**Exercise**
Only the number is wanted: tally the lines below that contain the word "Bridge".
=== Data for this exercise ===
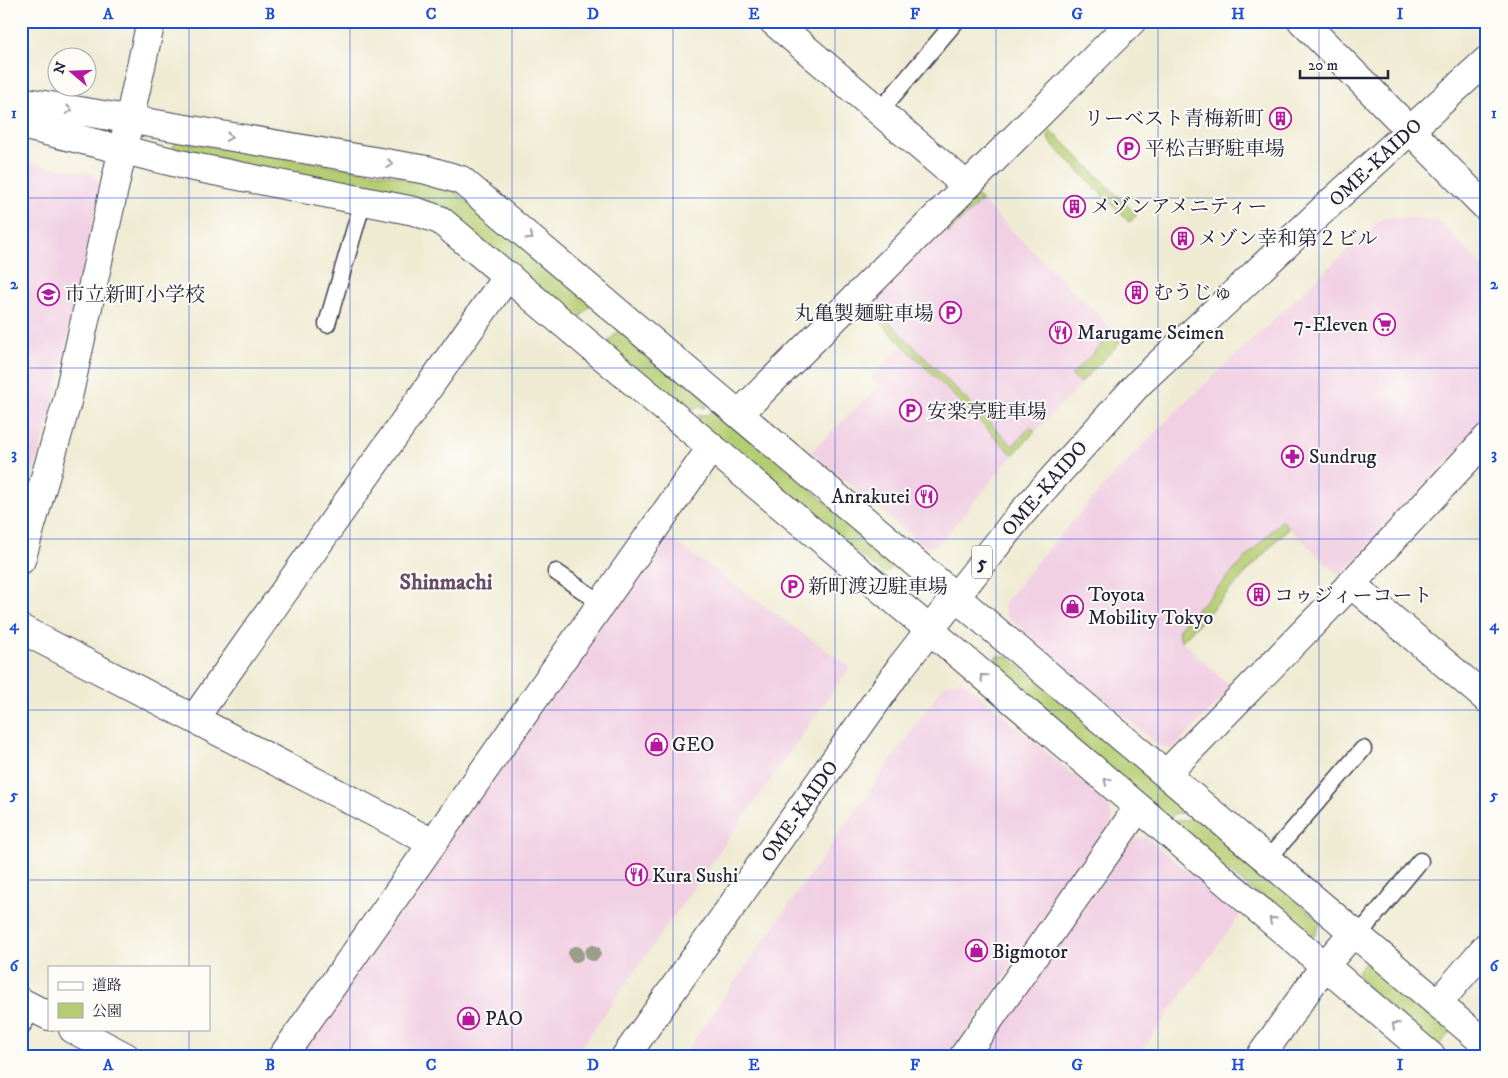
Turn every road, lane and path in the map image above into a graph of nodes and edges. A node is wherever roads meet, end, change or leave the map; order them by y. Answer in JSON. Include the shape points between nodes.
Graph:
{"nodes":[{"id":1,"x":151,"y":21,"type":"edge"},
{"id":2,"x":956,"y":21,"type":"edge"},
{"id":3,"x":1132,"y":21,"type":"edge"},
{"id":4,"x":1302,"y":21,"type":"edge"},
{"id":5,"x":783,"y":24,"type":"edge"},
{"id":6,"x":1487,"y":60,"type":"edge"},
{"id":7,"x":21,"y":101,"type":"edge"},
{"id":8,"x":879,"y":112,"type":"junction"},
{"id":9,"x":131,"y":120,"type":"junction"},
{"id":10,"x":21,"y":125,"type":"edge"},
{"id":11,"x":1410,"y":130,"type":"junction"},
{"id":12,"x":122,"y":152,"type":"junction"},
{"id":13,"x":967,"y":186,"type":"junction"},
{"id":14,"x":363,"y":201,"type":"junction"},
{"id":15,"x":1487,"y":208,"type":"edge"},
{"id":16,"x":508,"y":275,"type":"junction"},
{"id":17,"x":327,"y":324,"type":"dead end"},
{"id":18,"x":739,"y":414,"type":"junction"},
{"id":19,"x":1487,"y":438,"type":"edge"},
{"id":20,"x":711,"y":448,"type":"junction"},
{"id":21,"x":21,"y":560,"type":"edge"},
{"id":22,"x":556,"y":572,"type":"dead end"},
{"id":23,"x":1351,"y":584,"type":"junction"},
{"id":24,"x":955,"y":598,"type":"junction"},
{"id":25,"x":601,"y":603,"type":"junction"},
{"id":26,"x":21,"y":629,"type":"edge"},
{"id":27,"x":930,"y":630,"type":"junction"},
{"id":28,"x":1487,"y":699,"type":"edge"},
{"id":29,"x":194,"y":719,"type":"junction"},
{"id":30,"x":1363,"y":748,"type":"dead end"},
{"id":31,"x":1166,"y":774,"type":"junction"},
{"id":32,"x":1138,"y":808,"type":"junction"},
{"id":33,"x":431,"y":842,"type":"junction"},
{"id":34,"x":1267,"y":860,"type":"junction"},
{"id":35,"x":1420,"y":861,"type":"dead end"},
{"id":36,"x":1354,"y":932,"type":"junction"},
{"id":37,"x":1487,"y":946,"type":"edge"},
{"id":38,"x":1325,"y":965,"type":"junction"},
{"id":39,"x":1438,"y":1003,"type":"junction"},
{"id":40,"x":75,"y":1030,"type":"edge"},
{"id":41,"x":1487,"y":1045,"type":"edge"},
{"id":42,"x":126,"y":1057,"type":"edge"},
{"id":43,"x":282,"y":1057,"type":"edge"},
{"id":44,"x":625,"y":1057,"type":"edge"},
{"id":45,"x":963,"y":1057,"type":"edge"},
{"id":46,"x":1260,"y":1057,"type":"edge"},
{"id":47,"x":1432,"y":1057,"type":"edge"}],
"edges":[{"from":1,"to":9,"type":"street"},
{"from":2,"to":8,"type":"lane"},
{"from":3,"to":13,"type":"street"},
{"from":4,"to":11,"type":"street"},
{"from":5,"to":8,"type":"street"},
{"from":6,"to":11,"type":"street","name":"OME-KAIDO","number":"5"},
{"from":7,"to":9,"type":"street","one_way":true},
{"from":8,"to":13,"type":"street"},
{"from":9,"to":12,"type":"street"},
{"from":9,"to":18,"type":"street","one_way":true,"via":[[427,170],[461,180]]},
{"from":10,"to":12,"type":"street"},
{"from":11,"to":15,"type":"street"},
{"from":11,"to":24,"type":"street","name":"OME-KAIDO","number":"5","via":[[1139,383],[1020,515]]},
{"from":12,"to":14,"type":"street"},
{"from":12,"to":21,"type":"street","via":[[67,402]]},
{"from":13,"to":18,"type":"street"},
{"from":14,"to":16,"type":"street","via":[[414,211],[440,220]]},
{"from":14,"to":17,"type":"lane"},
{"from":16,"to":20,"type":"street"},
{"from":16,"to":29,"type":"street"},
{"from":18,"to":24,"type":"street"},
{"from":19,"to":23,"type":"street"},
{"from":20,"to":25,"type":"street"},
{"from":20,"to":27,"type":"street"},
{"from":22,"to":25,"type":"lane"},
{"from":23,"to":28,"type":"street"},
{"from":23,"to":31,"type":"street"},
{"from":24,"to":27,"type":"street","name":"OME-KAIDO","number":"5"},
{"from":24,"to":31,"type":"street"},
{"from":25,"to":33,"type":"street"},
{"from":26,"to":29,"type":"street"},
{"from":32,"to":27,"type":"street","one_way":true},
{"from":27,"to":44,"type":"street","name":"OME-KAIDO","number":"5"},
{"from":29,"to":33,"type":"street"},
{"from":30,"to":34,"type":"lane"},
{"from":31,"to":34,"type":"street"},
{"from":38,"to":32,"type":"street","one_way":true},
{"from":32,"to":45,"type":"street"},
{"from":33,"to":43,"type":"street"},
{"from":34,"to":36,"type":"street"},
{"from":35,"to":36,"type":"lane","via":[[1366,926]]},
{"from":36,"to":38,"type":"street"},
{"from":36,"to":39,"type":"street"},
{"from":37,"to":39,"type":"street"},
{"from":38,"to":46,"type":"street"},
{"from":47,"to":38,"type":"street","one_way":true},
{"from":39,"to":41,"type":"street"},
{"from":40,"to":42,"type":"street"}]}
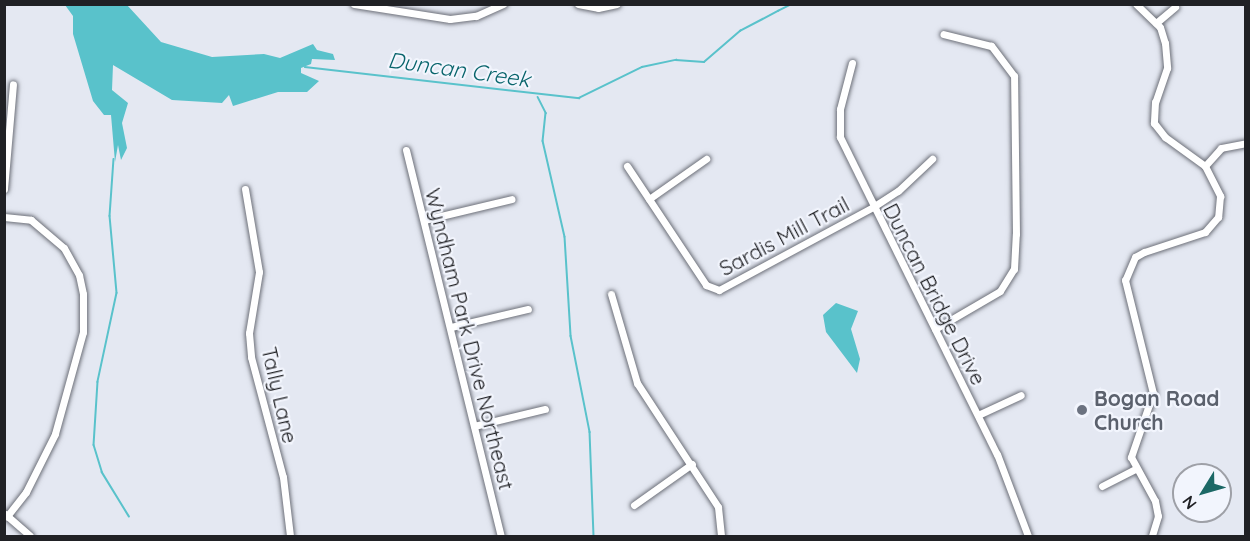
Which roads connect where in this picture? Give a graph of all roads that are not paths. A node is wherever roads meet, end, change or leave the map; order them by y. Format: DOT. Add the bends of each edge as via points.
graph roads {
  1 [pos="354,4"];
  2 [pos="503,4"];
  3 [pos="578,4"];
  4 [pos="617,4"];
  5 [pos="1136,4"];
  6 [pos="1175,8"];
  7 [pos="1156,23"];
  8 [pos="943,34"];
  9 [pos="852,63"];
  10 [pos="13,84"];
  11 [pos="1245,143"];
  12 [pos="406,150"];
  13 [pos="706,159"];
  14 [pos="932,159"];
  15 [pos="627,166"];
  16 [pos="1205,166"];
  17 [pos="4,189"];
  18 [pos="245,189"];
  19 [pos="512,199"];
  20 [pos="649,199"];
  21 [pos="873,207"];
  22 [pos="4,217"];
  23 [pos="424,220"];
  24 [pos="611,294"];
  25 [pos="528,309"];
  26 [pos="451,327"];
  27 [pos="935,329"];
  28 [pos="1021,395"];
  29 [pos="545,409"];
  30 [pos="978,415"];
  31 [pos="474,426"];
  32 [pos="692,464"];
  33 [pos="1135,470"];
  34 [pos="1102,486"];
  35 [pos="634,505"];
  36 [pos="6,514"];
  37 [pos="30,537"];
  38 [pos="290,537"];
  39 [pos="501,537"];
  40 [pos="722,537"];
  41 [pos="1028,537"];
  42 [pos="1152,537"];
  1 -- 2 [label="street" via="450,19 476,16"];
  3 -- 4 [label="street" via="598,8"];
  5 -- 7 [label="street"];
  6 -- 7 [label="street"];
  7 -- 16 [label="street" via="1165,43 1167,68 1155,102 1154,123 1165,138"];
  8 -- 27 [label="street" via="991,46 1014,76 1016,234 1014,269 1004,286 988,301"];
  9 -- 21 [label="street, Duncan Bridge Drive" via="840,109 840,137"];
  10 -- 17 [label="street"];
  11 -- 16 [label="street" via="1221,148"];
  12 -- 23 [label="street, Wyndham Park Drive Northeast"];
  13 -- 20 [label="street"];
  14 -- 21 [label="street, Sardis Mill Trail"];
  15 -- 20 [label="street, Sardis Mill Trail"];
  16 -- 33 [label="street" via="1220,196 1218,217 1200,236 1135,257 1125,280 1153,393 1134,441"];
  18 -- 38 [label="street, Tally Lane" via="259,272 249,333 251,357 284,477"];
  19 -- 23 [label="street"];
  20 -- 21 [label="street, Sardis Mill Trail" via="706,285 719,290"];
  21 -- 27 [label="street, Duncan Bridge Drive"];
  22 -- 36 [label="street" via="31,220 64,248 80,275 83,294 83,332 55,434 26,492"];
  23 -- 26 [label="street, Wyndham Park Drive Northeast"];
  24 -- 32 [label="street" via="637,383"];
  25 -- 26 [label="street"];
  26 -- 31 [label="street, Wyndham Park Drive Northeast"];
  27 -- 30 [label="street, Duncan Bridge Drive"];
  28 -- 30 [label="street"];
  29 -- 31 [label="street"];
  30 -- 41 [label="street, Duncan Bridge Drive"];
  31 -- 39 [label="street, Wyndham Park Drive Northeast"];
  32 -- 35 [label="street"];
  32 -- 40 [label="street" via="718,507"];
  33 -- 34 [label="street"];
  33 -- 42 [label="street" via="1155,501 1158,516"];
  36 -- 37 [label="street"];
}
===
**Result below**
4